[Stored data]
|---|

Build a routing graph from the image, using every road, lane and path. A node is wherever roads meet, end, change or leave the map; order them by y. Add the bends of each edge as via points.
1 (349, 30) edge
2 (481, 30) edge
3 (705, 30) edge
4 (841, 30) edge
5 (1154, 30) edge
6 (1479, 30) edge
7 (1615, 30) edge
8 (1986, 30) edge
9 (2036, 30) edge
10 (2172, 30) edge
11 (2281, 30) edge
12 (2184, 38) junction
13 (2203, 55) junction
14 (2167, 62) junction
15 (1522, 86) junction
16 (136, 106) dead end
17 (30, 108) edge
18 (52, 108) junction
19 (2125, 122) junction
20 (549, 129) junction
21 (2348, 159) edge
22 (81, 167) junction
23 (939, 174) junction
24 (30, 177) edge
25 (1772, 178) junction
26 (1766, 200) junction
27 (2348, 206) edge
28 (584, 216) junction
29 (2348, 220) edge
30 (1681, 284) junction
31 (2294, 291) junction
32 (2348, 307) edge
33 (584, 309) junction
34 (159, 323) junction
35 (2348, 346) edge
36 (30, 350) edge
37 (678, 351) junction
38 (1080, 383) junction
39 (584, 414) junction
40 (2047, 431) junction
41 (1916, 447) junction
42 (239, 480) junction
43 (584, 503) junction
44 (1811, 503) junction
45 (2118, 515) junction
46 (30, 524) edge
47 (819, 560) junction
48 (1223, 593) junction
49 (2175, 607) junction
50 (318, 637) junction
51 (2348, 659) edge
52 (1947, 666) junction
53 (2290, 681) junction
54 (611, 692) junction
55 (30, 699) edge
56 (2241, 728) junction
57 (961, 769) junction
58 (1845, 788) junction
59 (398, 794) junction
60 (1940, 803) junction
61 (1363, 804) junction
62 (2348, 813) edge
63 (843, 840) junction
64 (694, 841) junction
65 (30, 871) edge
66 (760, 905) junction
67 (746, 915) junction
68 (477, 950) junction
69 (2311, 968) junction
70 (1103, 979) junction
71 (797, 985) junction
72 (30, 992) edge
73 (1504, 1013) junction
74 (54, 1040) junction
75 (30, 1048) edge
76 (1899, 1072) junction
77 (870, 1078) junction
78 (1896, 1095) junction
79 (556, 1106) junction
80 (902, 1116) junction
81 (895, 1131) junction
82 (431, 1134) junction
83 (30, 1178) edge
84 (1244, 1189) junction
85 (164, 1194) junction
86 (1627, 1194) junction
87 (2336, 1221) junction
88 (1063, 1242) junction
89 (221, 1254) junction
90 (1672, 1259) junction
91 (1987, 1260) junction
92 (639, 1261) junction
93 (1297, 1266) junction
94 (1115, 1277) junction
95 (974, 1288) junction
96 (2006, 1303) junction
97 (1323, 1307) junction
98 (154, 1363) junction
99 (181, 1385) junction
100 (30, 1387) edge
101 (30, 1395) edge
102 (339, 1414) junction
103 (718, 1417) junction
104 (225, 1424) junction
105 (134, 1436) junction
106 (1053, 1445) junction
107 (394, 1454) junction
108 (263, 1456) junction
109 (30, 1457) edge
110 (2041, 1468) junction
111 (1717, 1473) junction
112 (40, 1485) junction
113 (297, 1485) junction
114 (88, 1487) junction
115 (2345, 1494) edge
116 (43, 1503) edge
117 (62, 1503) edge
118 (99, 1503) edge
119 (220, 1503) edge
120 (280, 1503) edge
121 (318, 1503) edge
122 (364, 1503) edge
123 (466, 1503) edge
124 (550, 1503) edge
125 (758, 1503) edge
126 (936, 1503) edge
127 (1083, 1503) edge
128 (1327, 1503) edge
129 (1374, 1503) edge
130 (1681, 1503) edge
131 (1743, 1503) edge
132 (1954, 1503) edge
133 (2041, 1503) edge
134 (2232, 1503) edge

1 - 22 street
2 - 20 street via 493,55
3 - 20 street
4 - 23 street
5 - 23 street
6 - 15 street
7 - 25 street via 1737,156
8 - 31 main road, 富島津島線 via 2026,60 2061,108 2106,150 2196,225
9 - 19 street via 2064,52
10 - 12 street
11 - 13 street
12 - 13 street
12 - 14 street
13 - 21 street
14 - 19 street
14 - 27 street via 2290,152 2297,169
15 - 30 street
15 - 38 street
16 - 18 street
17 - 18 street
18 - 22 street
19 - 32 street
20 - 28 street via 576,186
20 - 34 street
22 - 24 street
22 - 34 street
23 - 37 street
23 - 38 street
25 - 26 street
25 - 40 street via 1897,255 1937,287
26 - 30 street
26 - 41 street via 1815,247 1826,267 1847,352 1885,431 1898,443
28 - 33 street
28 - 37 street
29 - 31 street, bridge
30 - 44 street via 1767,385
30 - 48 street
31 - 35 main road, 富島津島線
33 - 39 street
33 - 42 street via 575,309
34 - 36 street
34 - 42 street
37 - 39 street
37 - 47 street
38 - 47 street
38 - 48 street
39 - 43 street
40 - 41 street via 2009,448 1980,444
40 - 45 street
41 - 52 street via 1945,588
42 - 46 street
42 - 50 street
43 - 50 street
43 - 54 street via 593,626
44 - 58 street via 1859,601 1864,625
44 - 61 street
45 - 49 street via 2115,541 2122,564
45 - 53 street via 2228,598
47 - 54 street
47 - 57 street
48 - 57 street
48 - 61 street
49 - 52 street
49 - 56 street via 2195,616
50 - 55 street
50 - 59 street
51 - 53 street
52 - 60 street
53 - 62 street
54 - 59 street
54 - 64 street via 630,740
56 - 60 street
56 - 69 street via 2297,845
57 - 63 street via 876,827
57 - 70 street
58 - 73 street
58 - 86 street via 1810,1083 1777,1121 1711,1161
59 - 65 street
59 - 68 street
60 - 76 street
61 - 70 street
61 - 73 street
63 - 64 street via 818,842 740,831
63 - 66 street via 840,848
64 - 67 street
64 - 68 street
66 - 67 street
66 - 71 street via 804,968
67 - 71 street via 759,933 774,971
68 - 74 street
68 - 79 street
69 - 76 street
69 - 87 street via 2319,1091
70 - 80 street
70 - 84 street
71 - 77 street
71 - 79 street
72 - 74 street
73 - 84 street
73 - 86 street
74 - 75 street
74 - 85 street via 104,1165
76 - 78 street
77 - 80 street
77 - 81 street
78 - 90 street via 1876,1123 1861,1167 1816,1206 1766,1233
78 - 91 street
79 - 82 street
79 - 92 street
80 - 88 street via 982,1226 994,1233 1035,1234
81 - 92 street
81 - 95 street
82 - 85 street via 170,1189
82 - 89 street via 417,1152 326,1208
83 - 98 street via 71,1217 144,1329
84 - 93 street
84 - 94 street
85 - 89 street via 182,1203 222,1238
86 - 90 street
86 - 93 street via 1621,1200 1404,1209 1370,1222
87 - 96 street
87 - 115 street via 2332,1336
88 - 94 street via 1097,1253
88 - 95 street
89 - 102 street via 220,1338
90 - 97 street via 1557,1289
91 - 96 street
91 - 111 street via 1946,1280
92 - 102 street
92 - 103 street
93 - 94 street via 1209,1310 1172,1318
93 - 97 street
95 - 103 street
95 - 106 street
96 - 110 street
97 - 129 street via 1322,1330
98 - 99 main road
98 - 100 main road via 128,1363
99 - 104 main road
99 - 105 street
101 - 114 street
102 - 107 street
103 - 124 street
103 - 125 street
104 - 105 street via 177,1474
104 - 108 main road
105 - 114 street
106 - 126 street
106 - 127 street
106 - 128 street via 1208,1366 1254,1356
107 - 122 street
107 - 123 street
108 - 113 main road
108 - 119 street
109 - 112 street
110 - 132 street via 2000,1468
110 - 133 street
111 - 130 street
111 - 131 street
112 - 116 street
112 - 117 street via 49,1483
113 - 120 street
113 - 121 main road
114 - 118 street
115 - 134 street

|---|

Each entry above should be repeated exactly, with no line left out.

Build a routing graph from the image, using every road, lane and path. A node is wherever roads meet, end, change or leave the map; order them by y. Add the bends of each edge as via points.
1 (349, 30) edge
2 (481, 30) edge
3 (705, 30) edge
4 (841, 30) edge
5 (1154, 30) edge
6 (1479, 30) edge
7 (1615, 30) edge
8 (1986, 30) edge
9 (2036, 30) edge
10 (2172, 30) edge
11 (2281, 30) edge
12 (2184, 38) junction
13 (2203, 55) junction
14 (2167, 62) junction
15 (1522, 86) junction
16 (136, 106) dead end
17 (30, 108) edge
18 (52, 108) junction
19 (2125, 122) junction
20 (549, 129) junction
21 (2348, 159) edge
22 (81, 167) junction
23 (939, 174) junction
24 (30, 177) edge
25 (1772, 178) junction
26 (1766, 200) junction
27 (2348, 206) edge
28 (584, 216) junction
29 (2348, 220) edge
30 (1681, 284) junction
31 (2294, 291) junction
32 (2348, 307) edge
33 (584, 309) junction
34 (159, 323) junction
35 (2348, 346) edge
36 (30, 350) edge
37 (678, 351) junction
38 (1080, 383) junction
39 (584, 414) junction
40 (2047, 431) junction
41 (1916, 447) junction
42 (239, 480) junction
43 (584, 503) junction
44 (1811, 503) junction
45 (2118, 515) junction
46 (30, 524) edge
47 (819, 560) junction
48 (1223, 593) junction
49 (2175, 607) junction
50 (318, 637) junction
51 (2348, 659) edge
52 (1947, 666) junction
53 (2290, 681) junction
54 (611, 692) junction
55 (30, 699) edge
56 (2241, 728) junction
57 (961, 769) junction
58 (1845, 788) junction
59 (398, 794) junction
60 (1940, 803) junction
61 (1363, 804) junction
62 (2348, 813) edge
63 (843, 840) junction
64 (694, 841) junction
65 (30, 871) edge
66 (760, 905) junction
67 (746, 915) junction
68 (477, 950) junction
69 (2311, 968) junction
70 (1103, 979) junction
71 (797, 985) junction
72 (30, 992) edge
73 (1504, 1013) junction
74 (54, 1040) junction
75 (30, 1048) edge
76 (1899, 1072) junction
77 (870, 1078) junction
78 (1896, 1095) junction
79 (556, 1106) junction
80 (902, 1116) junction
81 (895, 1131) junction
82 (431, 1134) junction
83 (30, 1178) edge
84 (1244, 1189) junction
85 (164, 1194) junction
86 (1627, 1194) junction
87 (2336, 1221) junction
88 (1063, 1242) junction
89 (221, 1254) junction
90 (1672, 1259) junction
91 (1987, 1260) junction
92 (639, 1261) junction
93 (1297, 1266) junction
94 (1115, 1277) junction
95 (974, 1288) junction
96 (2006, 1303) junction
97 (1323, 1307) junction
98 (154, 1363) junction
99 (181, 1385) junction
100 (30, 1387) edge
101 (30, 1395) edge
102 (339, 1414) junction
103 (718, 1417) junction
104 (225, 1424) junction
105 (134, 1436) junction
106 (1053, 1445) junction
107 (394, 1454) junction
108 (263, 1456) junction
109 (30, 1457) edge
110 (2041, 1468) junction
111 (1717, 1473) junction
112 (40, 1485) junction
113 (297, 1485) junction
114 (88, 1487) junction
115 (2345, 1494) edge
116 (43, 1503) edge
117 (62, 1503) edge
118 (99, 1503) edge
119 (220, 1503) edge
120 (280, 1503) edge
121 (318, 1503) edge
122 (364, 1503) edge
123 (466, 1503) edge
124 (550, 1503) edge
125 (758, 1503) edge
126 (936, 1503) edge
127 (1083, 1503) edge
128 (1327, 1503) edge
129 (1374, 1503) edge
130 (1681, 1503) edge
131 (1743, 1503) edge
132 (1954, 1503) edge
133 (2041, 1503) edge
134 (2232, 1503) edge

1 - 22 street
2 - 20 street via 493,55
3 - 20 street
4 - 23 street
5 - 23 street
6 - 15 street
7 - 25 street via 1737,156
8 - 31 main road, 富島津島線 via 2026,60 2061,108 2106,150 2196,225
9 - 19 street via 2064,52
10 - 12 street
11 - 13 street
12 - 13 street
12 - 14 street
13 - 21 street
14 - 19 street
14 - 27 street via 2290,152 2297,169
15 - 30 street
15 - 38 street
16 - 18 street
17 - 18 street
18 - 22 street
19 - 32 street
20 - 28 street via 576,186
20 - 34 street
22 - 24 street
22 - 34 street
23 - 37 street
23 - 38 street
25 - 26 street
25 - 40 street via 1897,255 1937,287
26 - 30 street
26 - 41 street via 1815,247 1826,267 1847,352 1885,431 1898,443
28 - 33 street
28 - 37 street
29 - 31 street, bridge
30 - 44 street via 1767,385
30 - 48 street
31 - 35 main road, 富島津島線
33 - 39 street
33 - 42 street via 575,309
34 - 36 street
34 - 42 street
37 - 39 street
37 - 47 street
38 - 47 street
38 - 48 street
39 - 43 street
40 - 41 street via 2009,448 1980,444
40 - 45 street
41 - 52 street via 1945,588
42 - 46 street
42 - 50 street
43 - 50 street
43 - 54 street via 593,626
44 - 58 street via 1859,601 1864,625
44 - 61 street
45 - 49 street via 2115,541 2122,564
45 - 53 street via 2228,598
47 - 54 street
47 - 57 street
48 - 57 street
48 - 61 street
49 - 52 street
49 - 56 street via 2195,616
50 - 55 street
50 - 59 street
51 - 53 street
52 - 60 street
53 - 62 street
54 - 59 street
54 - 64 street via 630,740
56 - 60 street
56 - 69 street via 2297,845
57 - 63 street via 876,827
57 - 70 street
58 - 73 street
58 - 86 street via 1810,1083 1777,1121 1711,1161
59 - 65 street
59 - 68 street
60 - 76 street
61 - 70 street
61 - 73 street
63 - 64 street via 818,842 740,831
63 - 66 street via 840,848
64 - 67 street
64 - 68 street
66 - 67 street
66 - 71 street via 804,968
67 - 71 street via 759,933 774,971
68 - 74 street
68 - 79 street
69 - 76 street
69 - 87 street via 2319,1091
70 - 80 street
70 - 84 street
71 - 77 street
71 - 79 street
72 - 74 street
73 - 84 street
73 - 86 street
74 - 75 street
74 - 85 street via 104,1165
76 - 78 street
77 - 80 street
77 - 81 street
78 - 90 street via 1876,1123 1861,1167 1816,1206 1766,1233
78 - 91 street
79 - 82 street
79 - 92 street
80 - 88 street via 982,1226 994,1233 1035,1234
81 - 92 street
81 - 95 street
82 - 85 street via 170,1189
82 - 89 street via 417,1152 326,1208
83 - 98 street via 71,1217 144,1329
84 - 93 street
84 - 94 street
85 - 89 street via 182,1203 222,1238
86 - 90 street
86 - 93 street via 1621,1200 1404,1209 1370,1222
87 - 96 street
87 - 115 street via 2332,1336
88 - 94 street via 1097,1253
88 - 95 street
89 - 102 street via 220,1338
90 - 97 street via 1557,1289
91 - 96 street
91 - 111 street via 1946,1280
92 - 102 street
92 - 103 street
93 - 94 street via 1209,1310 1172,1318
93 - 97 street
95 - 103 street
95 - 106 street
96 - 110 street
97 - 129 street via 1322,1330
98 - 99 main road
98 - 100 main road via 128,1363
99 - 104 main road
99 - 105 street
101 - 114 street
102 - 107 street
103 - 124 street
103 - 125 street
104 - 105 street via 177,1474
104 - 108 main road
105 - 114 street
106 - 126 street
106 - 127 street
106 - 128 street via 1208,1366 1254,1356
107 - 122 street
107 - 123 street
108 - 113 main road
108 - 119 street
109 - 112 street
110 - 132 street via 2000,1468
110 - 133 street
111 - 130 street
111 - 131 street
112 - 116 street
112 - 117 street via 49,1483
113 - 120 street
113 - 121 main road
114 - 118 street
115 - 134 street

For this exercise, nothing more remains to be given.